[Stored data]

((

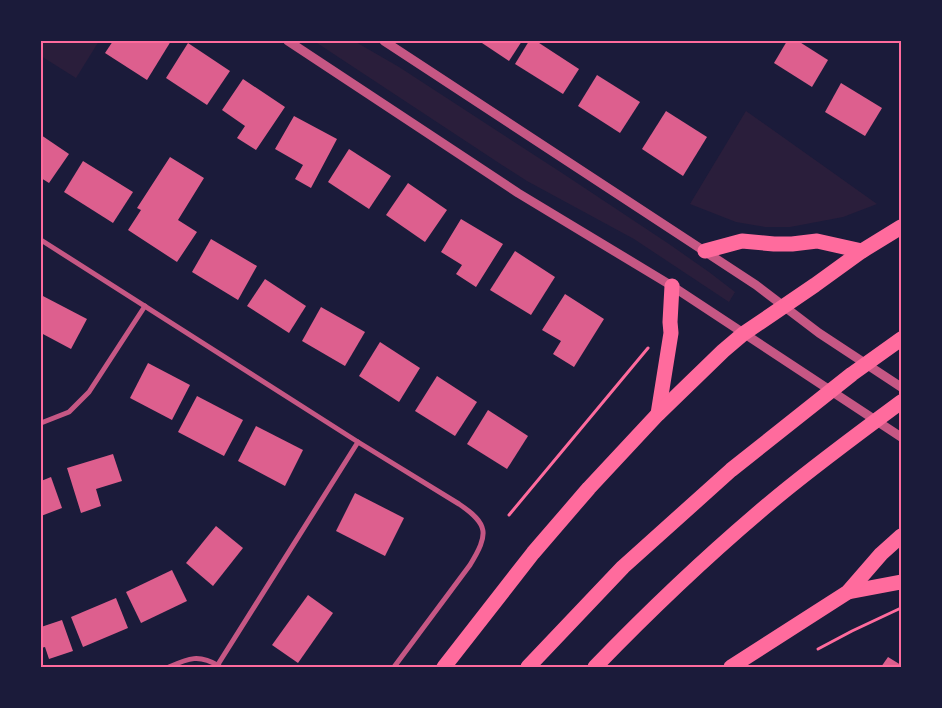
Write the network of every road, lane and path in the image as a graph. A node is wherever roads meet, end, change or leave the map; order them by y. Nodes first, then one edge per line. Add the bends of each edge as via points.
1 (288, 41) edge
2 (384, 41) edge
3 (901, 227) edge
4 (41, 240) edge
5 (705, 251) junction
6 (862, 251) junction
7 (672, 286) junction
8 (145, 306) junction
9 (784, 307) junction
10 (743, 334) junction
11 (901, 339) edge
12 (652, 344) dead end
13 (901, 387) edge
14 (901, 402) edge
15 (658, 414) junction
16 (41, 423) edge
17 (901, 437) edge
18 (358, 442) junction
19 (509, 515) dead end
20 (901, 536) edge
21 (901, 582) edge
22 (848, 592) junction
23 (901, 608) edge
24 (818, 649) dead end
25 (218, 666) edge
26 (169, 667) edge
27 (394, 667) edge
28 (444, 667) edge
29 (528, 667) edge
30 (595, 667) edge
31 (731, 667) edge

1 - 7 street via 518,193
2 - 5 street
3 - 6 highway
4 - 8 street
5 - 6 highway via 742,241 783,244 817,241
5 - 9 street
6 - 9 highway
7 - 10 street
7 - 15 highway via 671,333
8 - 16 street via 89,392 69,412
8 - 18 street
9 - 10 highway
9 - 13 street
10 - 15 highway
10 - 17 street
11 - 29 highway via 731,470 624,567
12 - 19 path
14 - 30 highway via 744,525
15 - 28 highway via 560,520
18 - 25 street
18 - 27 street via 473,513 483,526 482,542 470,565
20 - 22 highway
21 - 22 highway
22 - 31 highway
23 - 24 path
25 - 26 street via 202,658 194,658

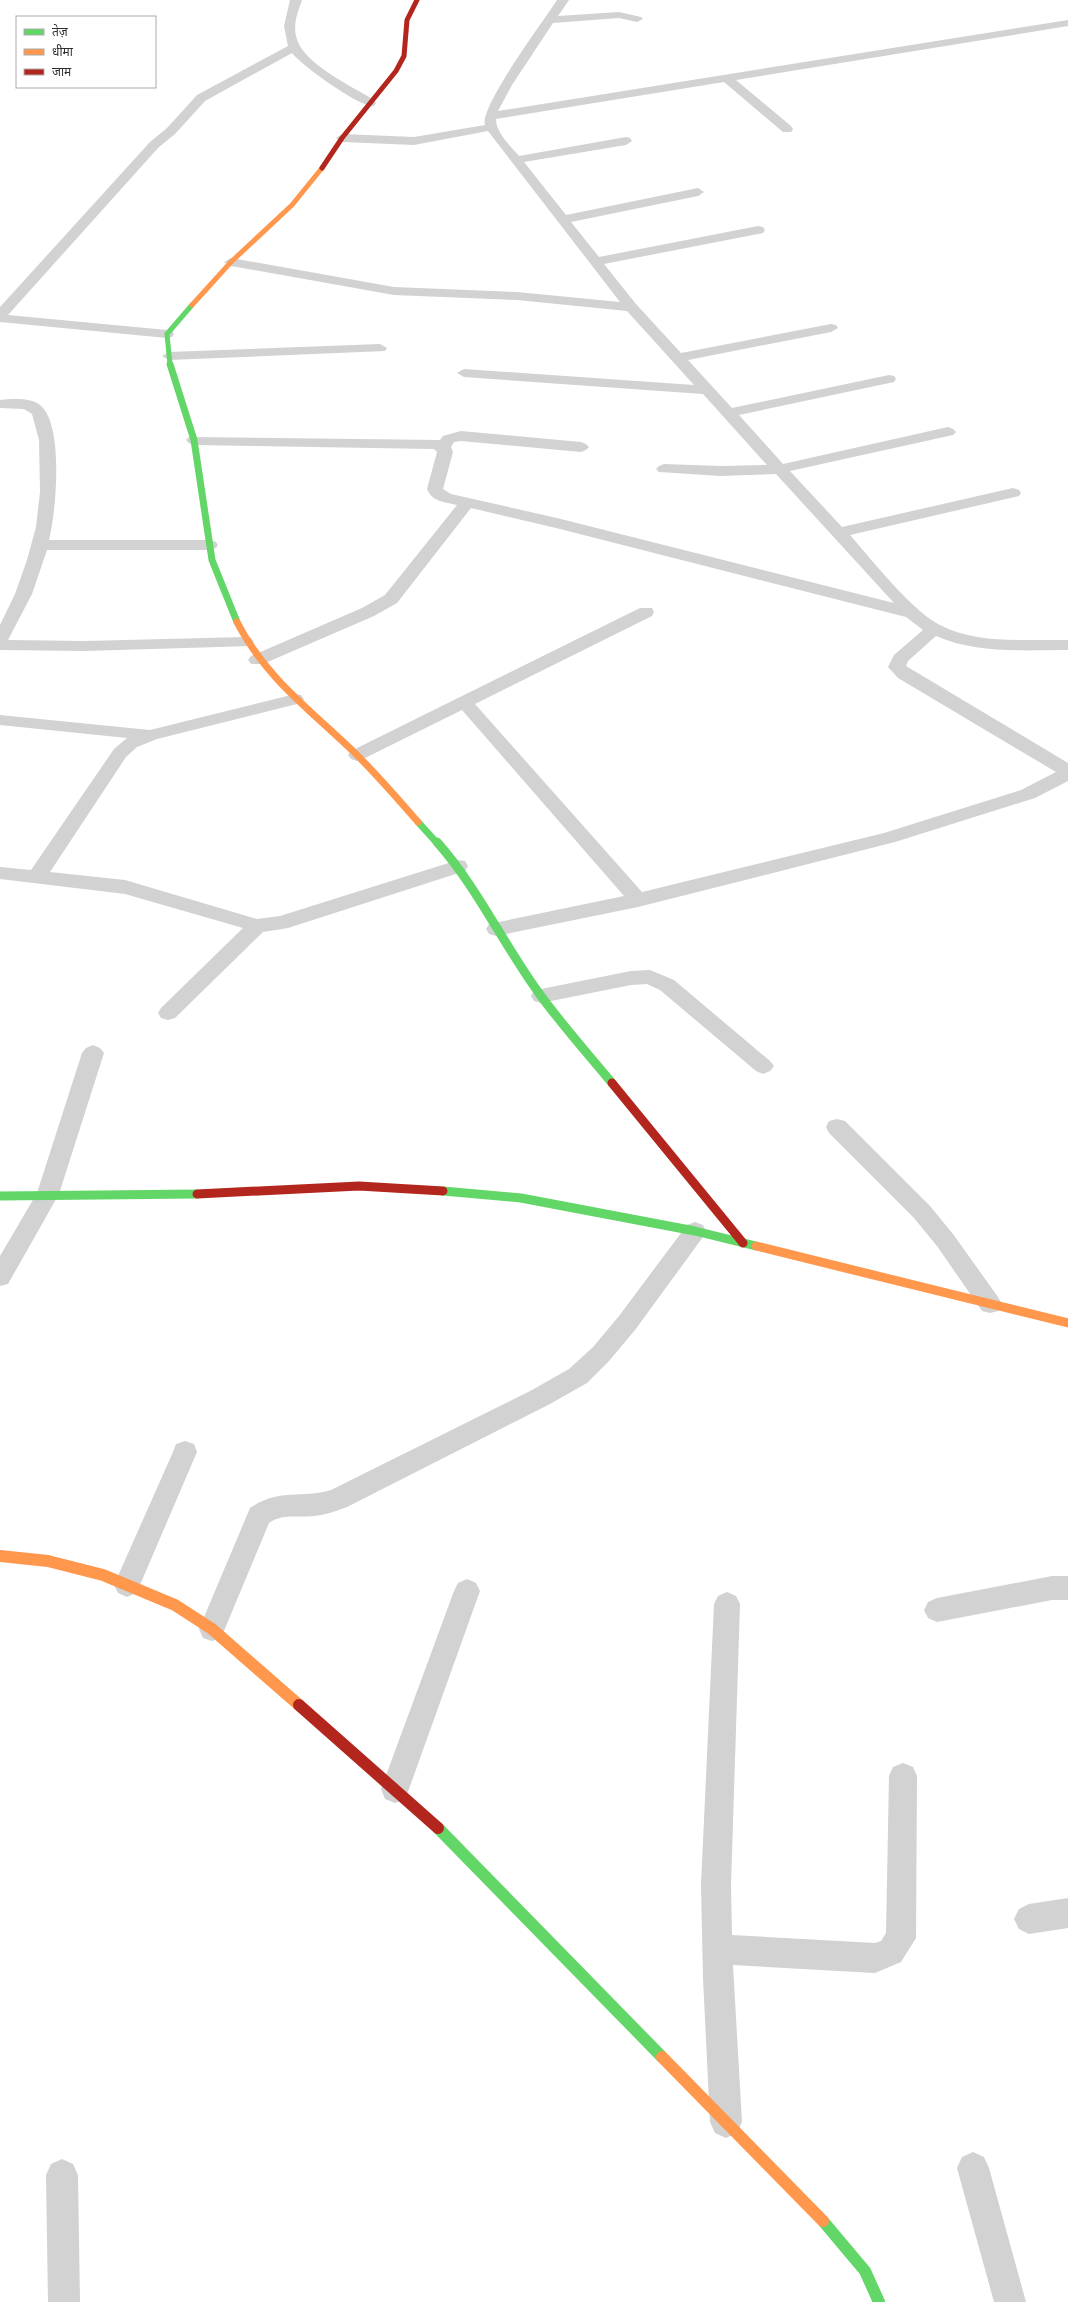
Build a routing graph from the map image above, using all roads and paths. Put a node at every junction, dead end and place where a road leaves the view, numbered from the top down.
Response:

))

> [WHAT IS EXPECTED] In the copy, leave out the pictures and restate the records exactly.

> [RESPONSE]
Write the network of every road, lane and path in the image as a graph. A node is wherever roads meet, end, change or leave the map; order them by y. Nodes first, then one edge per line. Add the bends of each edge as via points.
1 (288, 41) edge
2 (384, 41) edge
3 (901, 227) edge
4 (41, 240) edge
5 (705, 251) junction
6 (862, 251) junction
7 (672, 286) junction
8 (145, 306) junction
9 (784, 307) junction
10 (743, 334) junction
11 (901, 339) edge
12 (652, 344) dead end
13 (901, 387) edge
14 (901, 402) edge
15 (658, 414) junction
16 (41, 423) edge
17 (901, 437) edge
18 (358, 442) junction
19 (509, 515) dead end
20 (901, 536) edge
21 (901, 582) edge
22 (848, 592) junction
23 (901, 608) edge
24 (818, 649) dead end
25 (218, 666) edge
26 (169, 667) edge
27 (394, 667) edge
28 (444, 667) edge
29 (528, 667) edge
30 (595, 667) edge
31 (731, 667) edge

1 - 7 street via 518,193
2 - 5 street
3 - 6 highway
4 - 8 street
5 - 6 highway via 742,241 783,244 817,241
5 - 9 street
6 - 9 highway
7 - 10 street
7 - 15 highway via 671,333
8 - 16 street via 89,392 69,412
8 - 18 street
9 - 10 highway
9 - 13 street
10 - 15 highway
10 - 17 street
11 - 29 highway via 731,470 624,567
12 - 19 path
14 - 30 highway via 744,525
15 - 28 highway via 560,520
18 - 25 street
18 - 27 street via 473,513 483,526 482,542 470,565
20 - 22 highway
21 - 22 highway
22 - 31 highway
23 - 24 path
25 - 26 street via 202,658 194,658

Build a routing graph from the map image above, using all roads and paths. Put a node at every junction, dead end and place where a road leaves the view, numbered from the top down.
Response:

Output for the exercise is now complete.